Divers édifices du Cantal susceptibles de dater du Ier millénaire (page 4/5)
Les trois édifices étudiés dans cette
page sont : l’église
Saint-Georges de Riom-ès-Montagnes, l’église
Sainte-Croix de Saignes, l’église
Saint-Martin de Sauvat.
L’église
Saint-Georges de Riom-ès-Montagnes
Nous avons visité cette église en juin 2018. Voici ce que
nous avons écrit à son sujet à la fin de la même année :
« Notre visite de l’église Saint-Georges a été beaucoup trop
rapide pour que nous puissions en tirer des conclusions
importantes. Heureusement, certaines images extraites
d’Internet permettent d’en avoir une idée. Il faut tout
d’abord noter que, malgré le fait que la nef soit couverte
d’un toit à deux pentes (images
1 et 2), il s’agit bien d’une nef à trois
vaisseaux. Il est donc probable que, primitivement, elle ait
été charpentée, le vaisseau principal étant couvert d’un
toit à deux pentes et chacun des collatéraux couvert d’un
toit à pente unique. Le voûtement des trois vaisseaux a dû
se produire en fin de période romane ou début de période
gothique. La pose des voûtes a nécessité de diminuer la
hauteur des murs gouttereaux, et, en conséquence, de
supprimer les fenêtres supérieures qui éclairaient le
vaisseau principal. Ceci a eu pour effet d’assombrir la nef,
mais aussi de réunir l’ensemble sous un seul toit à deux
pentes (image 3 du
vaisseau principal, image
5 du collatéral Sud).
Le chevet est constitué de trois absides (images
1 et 2). L’abside principale doit selon nous être
remarquée par sa colonnade de fond d’abside (image
4). Elle s’apparente à une colonnade de
déambulatoire, sans pour autant qu’il y ait un vrai
déambulatoire. Nous pensons (sans en être certains) que
cette colonnade a été ajoutée postérieurement à la
construction de l’abside pour permettre de la voûter en
cul-de-four.
Nous avons déjà vu une représentation de femme à longues
nattes repliées au-dessus la tête (image
6). C’était dans cette
page de notre site, à Menet (images
38 et 39 de cette page). Tout comme à Menet, le
chapiteau présentait un couple homme-femme. Mais, comme à
Menet, la scène, légèrement différente, reste énigmatique.
Le chapiteau de l'image 7
pourrait représenter une homme enfermé dans une cage
dont on ne voit que les barreaux. Il est encadré par deux
soldats. On ne voit pas quelle est la signification de cette
scène. Peut-être un épisode de la vie d’un saint ?

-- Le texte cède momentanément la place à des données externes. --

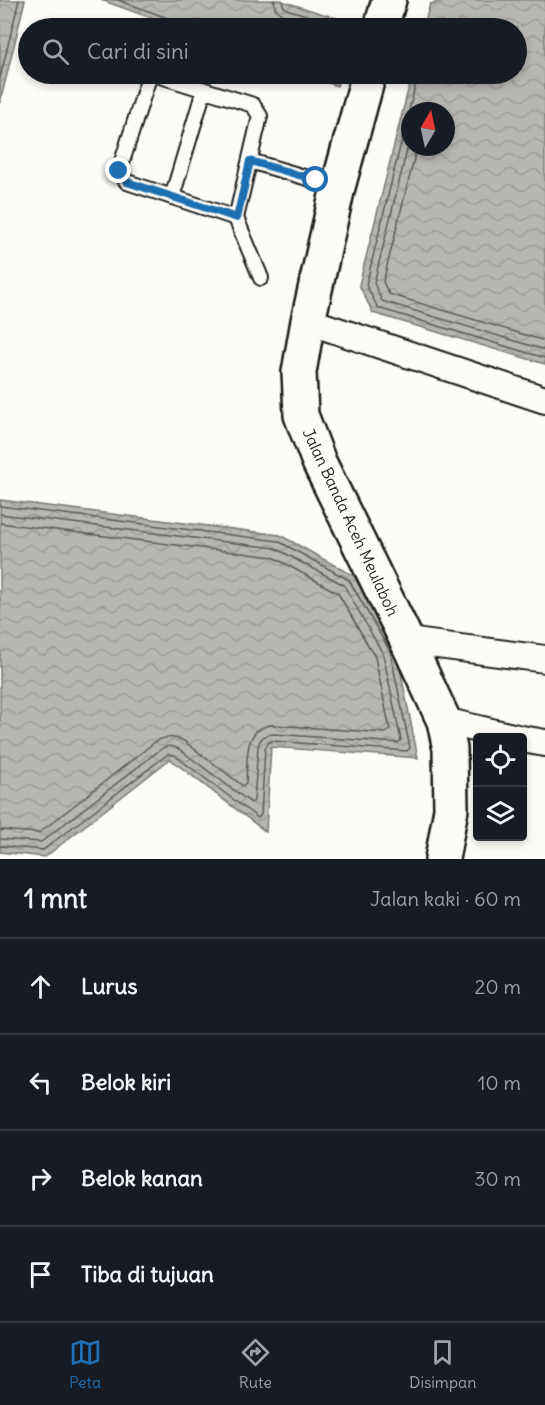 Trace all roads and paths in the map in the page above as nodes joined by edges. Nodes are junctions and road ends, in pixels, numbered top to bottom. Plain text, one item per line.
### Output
1 (389, 0) edge
2 (384, 18) edge
3 (149, 84) edge
4 (184, 84) edge
5 (366, 84) edge
6 (204, 90) junction
7 (250, 161) junction
8 (338, 187) junction
9 (172, 197) junction
10 (237, 218) junction
11 (261, 278) dead end
12 (308, 321) junction
13 (545, 400) edge
14 (407, 641) junction
15 (545, 659) edge
16 (444, 721) junction
17 (496, 733) edge
18 (527, 740) edge
19 (545, 743) edge
20 (442, 859) edge

1 - 2 highway
3 - 9 lane
4 - 6 lane
5 - 8 highway, Jalan Banda Aceh Meulaboh
6 - 7 lane
6 - 9 lane
7 - 8 lane
7 - 10 lane
8 - 12 highway, Jalan Banda Aceh Meulaboh
9 - 10 lane
10 - 11 lane
12 - 13 street
12 - 14 highway, Jalan Banda Aceh Meulaboh
14 - 15 street
14 - 16 highway, Jalan Banda Aceh Meulaboh
16 - 17 street
16 - 20 highway, Jalan Banda Aceh Meulaboh
18 - 19 street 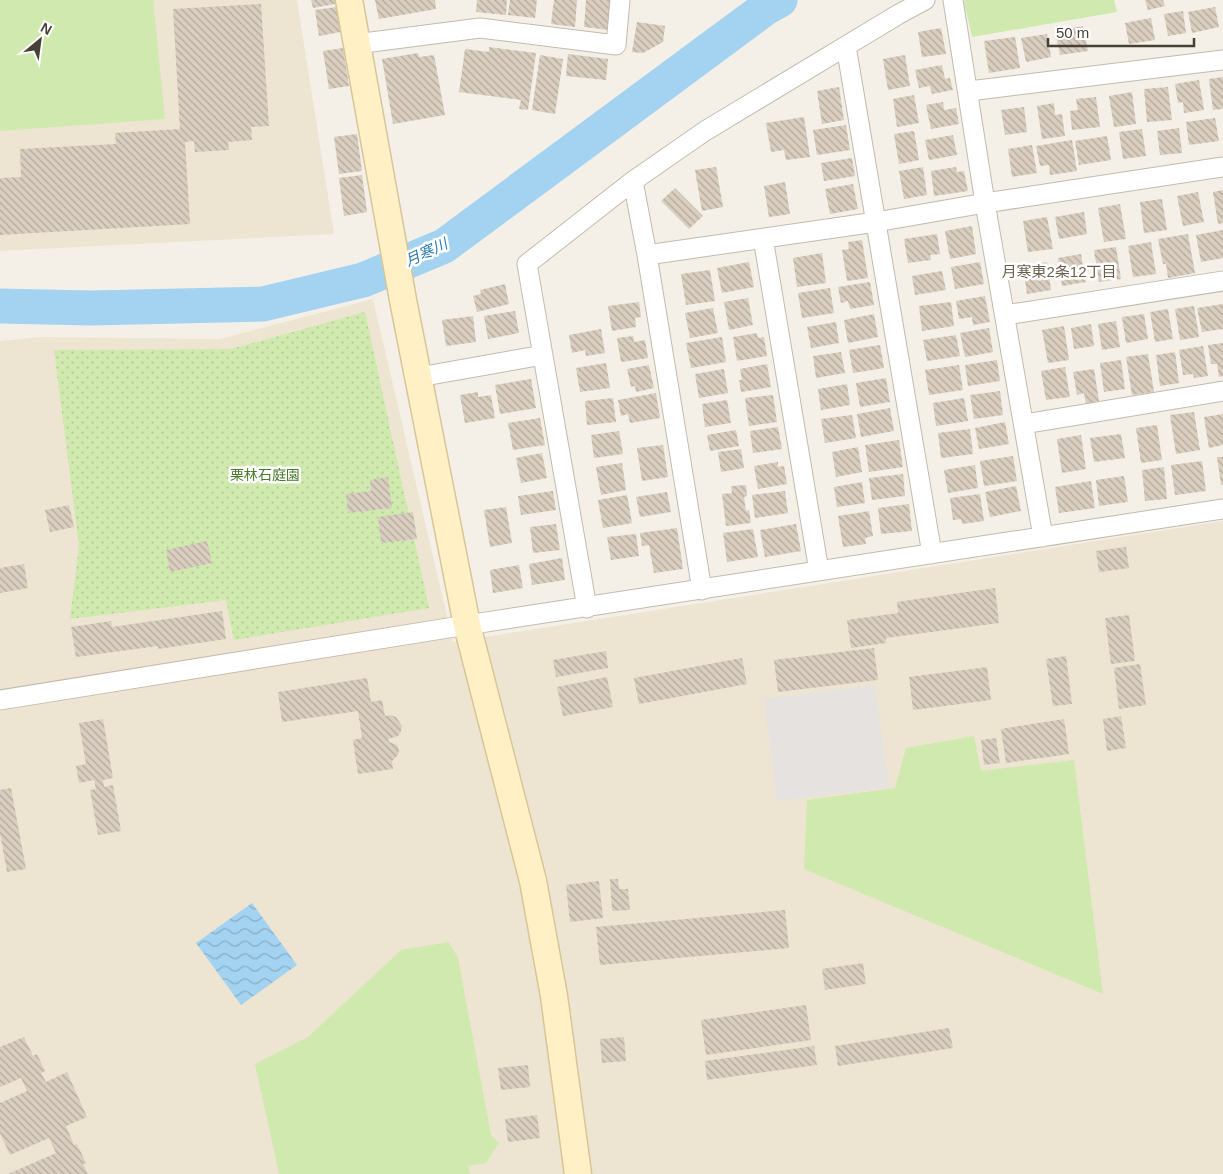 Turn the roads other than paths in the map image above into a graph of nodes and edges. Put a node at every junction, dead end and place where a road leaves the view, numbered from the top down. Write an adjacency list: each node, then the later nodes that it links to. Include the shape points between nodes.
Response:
1 (349, 0): 5 (street)
2 (620, 0): 5 (street, via 616,44 480,28)
3 (925, 0): 6 (street)
4 (953, 0): 8 (street)
5 (356, 44): 18 (street)
6 (846, 46): 10 (street, via 705,131); 12 (street)
7 (1223, 60): 8 (street)
8 (969, 91): 11 (street)
9 (1223, 167): 11 (street)
10 (633, 181): 14 (street); 17 (street, via 526,264)
11 (986, 203): 12 (street); 16 (street)
12 (876, 222): 13 (street); 23 (street)
13 (763, 238): 14 (street); 24 (street)
14 (647, 254): 25 (street)
15 (1223, 281): 16 (street)
16 (1005, 315): 20 (street)
17 (543, 355): 18 (street); 26 (street)
18 (418, 377): 27 (street)
19 (1223, 391): 20 (street)
20 (1024, 424): 22 (street)
21 (1223, 509): 22 (street)
22 (1043, 536): 23 (street)
23 (932, 554): 24 (street)
24 (819, 571): 25 (street)
25 (702, 590): 26 (street)
26 (587, 608): 27 (street)
27 (468, 625): 28 (street); 29 (street, via 534,881 554,996)
28 (0, 700)
29 (578, 1174)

Le chapiteau de gauche de l'image
8 est vu de face sur l'image
9. Un personnage nu et grimaçant saisit le bras
d’un homme. À droite, un autre personnage est assis. Il
tient dans sa main gauche un objet difficile à déterminer
(arc ? Instrument de musique ?...). Là encore la scène est
énigmatique.
Datation envisagée pour l’église Saint-Georges de
Riom-ès-Montagnes : an 1050 avec un écart de plus de 100
ans. »
Nous avons à nouveau visité cette église
début juin 2024, en compagnie d'Alain et Anne-Marie Le
Stang, les 15 images
suivantes de 10 à 24
ont été prises lors de cette visite.
Une page du site Internet Wikipédia est consacrée à cette
église. Voici un extrait du texte :
« L'église
est constituée d'une nef à trois travées, dotée de deux
collatéraux, d'une abside et deux absidioles.
Les deux premières travées sont datées de la fin du Xe
siècle. Les piliers sont carrés et chanfreinés. Le pilier
de la deuxième travée à droite présente un décor cordé.
Les piliers de la troisième travée sont dotés de colonnes
engagées.
Le chœur et l'abside sont datées du XIe siècle
et les chapiteaux présentent un riche décor.
Les collatéraux et les absidioles datent du XIIe
siècle.
Le porche et le clocher datent du XVe siècle.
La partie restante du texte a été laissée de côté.